Data to examine:

%%

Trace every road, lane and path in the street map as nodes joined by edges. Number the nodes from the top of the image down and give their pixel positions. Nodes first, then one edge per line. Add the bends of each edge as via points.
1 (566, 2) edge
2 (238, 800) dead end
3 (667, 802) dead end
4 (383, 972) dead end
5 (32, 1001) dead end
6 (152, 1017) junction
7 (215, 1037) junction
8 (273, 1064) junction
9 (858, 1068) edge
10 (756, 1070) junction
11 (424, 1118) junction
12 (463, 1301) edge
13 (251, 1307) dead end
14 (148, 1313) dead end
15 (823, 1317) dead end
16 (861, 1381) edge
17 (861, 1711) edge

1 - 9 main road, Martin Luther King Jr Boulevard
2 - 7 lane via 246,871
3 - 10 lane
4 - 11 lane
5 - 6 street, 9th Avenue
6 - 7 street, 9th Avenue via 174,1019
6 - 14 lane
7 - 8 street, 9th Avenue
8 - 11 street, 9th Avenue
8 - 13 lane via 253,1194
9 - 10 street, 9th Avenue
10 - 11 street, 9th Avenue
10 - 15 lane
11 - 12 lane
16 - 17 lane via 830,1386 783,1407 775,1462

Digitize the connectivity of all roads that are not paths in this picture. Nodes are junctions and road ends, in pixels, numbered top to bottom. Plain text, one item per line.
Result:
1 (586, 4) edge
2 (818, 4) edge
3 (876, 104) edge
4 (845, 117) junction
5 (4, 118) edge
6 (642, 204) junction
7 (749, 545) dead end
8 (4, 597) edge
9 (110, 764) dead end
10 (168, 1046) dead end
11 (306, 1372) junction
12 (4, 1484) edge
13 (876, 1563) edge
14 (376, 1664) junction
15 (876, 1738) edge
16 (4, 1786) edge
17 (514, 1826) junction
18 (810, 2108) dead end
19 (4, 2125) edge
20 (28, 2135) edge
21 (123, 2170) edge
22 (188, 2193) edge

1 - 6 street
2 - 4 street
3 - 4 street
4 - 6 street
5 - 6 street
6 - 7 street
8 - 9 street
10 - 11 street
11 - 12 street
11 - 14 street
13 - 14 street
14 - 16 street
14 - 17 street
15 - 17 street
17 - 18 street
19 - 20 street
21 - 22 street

%%

Every record shown above should be written out again exactly.

Trace every road, lane and path in the street map as nodes joined by edges. Number the nodes from the top of the image down and give their pixel positions. Nodes first, then one edge per line. Add the bends of each edge as via points.
1 (566, 2) edge
2 (238, 800) dead end
3 (667, 802) dead end
4 (383, 972) dead end
5 (32, 1001) dead end
6 (152, 1017) junction
7 (215, 1037) junction
8 (273, 1064) junction
9 (858, 1068) edge
10 (756, 1070) junction
11 (424, 1118) junction
12 (463, 1301) edge
13 (251, 1307) dead end
14 (148, 1313) dead end
15 (823, 1317) dead end
16 (861, 1381) edge
17 (861, 1711) edge

1 - 9 main road, Martin Luther King Jr Boulevard
2 - 7 lane via 246,871
3 - 10 lane
4 - 11 lane
5 - 6 street, 9th Avenue
6 - 7 street, 9th Avenue via 174,1019
6 - 14 lane
7 - 8 street, 9th Avenue
8 - 11 street, 9th Avenue
8 - 13 lane via 253,1194
9 - 10 street, 9th Avenue
10 - 11 street, 9th Avenue
10 - 15 lane
11 - 12 lane
16 - 17 lane via 830,1386 783,1407 775,1462

Digitize the connectivity of all roads that are not paths in this picture. Nodes are junctions and road ends, in pixels, numbered top to bottom. Plain text, one item per line.
Result:
1 (586, 4) edge
2 (818, 4) edge
3 (876, 104) edge
4 (845, 117) junction
5 (4, 118) edge
6 (642, 204) junction
7 (749, 545) dead end
8 (4, 597) edge
9 (110, 764) dead end
10 (168, 1046) dead end
11 (306, 1372) junction
12 (4, 1484) edge
13 (876, 1563) edge
14 (376, 1664) junction
15 (876, 1738) edge
16 (4, 1786) edge
17 (514, 1826) junction
18 (810, 2108) dead end
19 (4, 2125) edge
20 (28, 2135) edge
21 (123, 2170) edge
22 (188, 2193) edge

1 - 6 street
2 - 4 street
3 - 4 street
4 - 6 street
5 - 6 street
6 - 7 street
8 - 9 street
10 - 11 street
11 - 12 street
11 - 14 street
13 - 14 street
14 - 16 street
14 - 17 street
15 - 17 street
17 - 18 street
19 - 20 street
21 - 22 street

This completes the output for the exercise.